An involution for Hecke algebras
Chuan Qin
TL;DR
The work introduces two duality generalizations for Hecke-algebra representations: an unequal-parameter involution for generalized affine Hecke algebras following S.-I. Kato, and a relative Howlett–Lehrer–style involution linking endomorphism algebras to the ACK duality on Harish-Chandra series. It proves D[M] = [M^{*}] for finite-dimensional modules under a Bernstein–Lusztig presentation, and establishes unitarity results under real parameters. Extending to the p-adic setting, the paper analyzes the Bernstein decomposition and shows an analogous involution on endomorphism algebras, compatible with Aubert–Zelevinsky duality at the level of Bernstein blocks.
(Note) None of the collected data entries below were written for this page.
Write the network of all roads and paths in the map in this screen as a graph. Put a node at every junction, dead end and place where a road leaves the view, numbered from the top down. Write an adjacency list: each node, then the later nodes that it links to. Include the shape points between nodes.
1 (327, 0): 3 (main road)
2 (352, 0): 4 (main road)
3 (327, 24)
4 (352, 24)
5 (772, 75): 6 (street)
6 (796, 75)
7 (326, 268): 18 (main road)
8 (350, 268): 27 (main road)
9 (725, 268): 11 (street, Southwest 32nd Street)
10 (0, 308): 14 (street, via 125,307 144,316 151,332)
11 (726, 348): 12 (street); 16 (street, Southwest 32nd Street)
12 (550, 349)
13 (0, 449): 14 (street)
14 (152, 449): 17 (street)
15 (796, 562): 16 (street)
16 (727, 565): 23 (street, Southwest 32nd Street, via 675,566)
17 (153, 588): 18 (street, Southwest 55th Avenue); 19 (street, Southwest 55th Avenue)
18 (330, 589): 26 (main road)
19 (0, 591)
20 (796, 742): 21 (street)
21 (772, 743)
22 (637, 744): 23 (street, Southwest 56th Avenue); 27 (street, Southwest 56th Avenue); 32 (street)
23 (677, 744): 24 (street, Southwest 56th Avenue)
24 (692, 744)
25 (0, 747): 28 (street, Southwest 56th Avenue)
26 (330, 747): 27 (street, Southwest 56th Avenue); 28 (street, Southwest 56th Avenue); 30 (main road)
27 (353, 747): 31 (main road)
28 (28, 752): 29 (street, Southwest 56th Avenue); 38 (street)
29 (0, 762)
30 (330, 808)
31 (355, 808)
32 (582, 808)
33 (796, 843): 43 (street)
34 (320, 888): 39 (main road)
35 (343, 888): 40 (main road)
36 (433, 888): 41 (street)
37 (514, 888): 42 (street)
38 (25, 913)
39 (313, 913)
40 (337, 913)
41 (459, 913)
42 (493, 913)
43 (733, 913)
The results provide a framework to study involution in arbitrary Bernstein blocks for p-adic reductive groups and connect finite-, affine-, and p-adic representation theories through explicit endomorphism-algebra involutions and HL-type formulas.
Abstract
We give two generalizations of the Alvis-Curtis duality for Hecke algebras: an unequal parameter version for the affine Hecke algebras, based on S.-I. Kato's work, and a relative version for finite Hecke algebras, based on Howlett-Lehrer's work. Our results for the finite case focus on the involution theorem for finite Hecke algebras that appear in Howlett-Lehrer's theory, where they proved a version for characters of certain subgroups of a Weyl group. We hope that our results will serve as a stepping stone for the study of involution for an arbitrary Bernstein block in the p-adic reductive group case. We also prove their compatibility with the Alvis-Curtis-Kawanaka duality (Aubert-Zelevinsky duality) when restricted to some Harish-Chandra series (resp. Bernstein blocks). This article is part of the author's PhD thesis.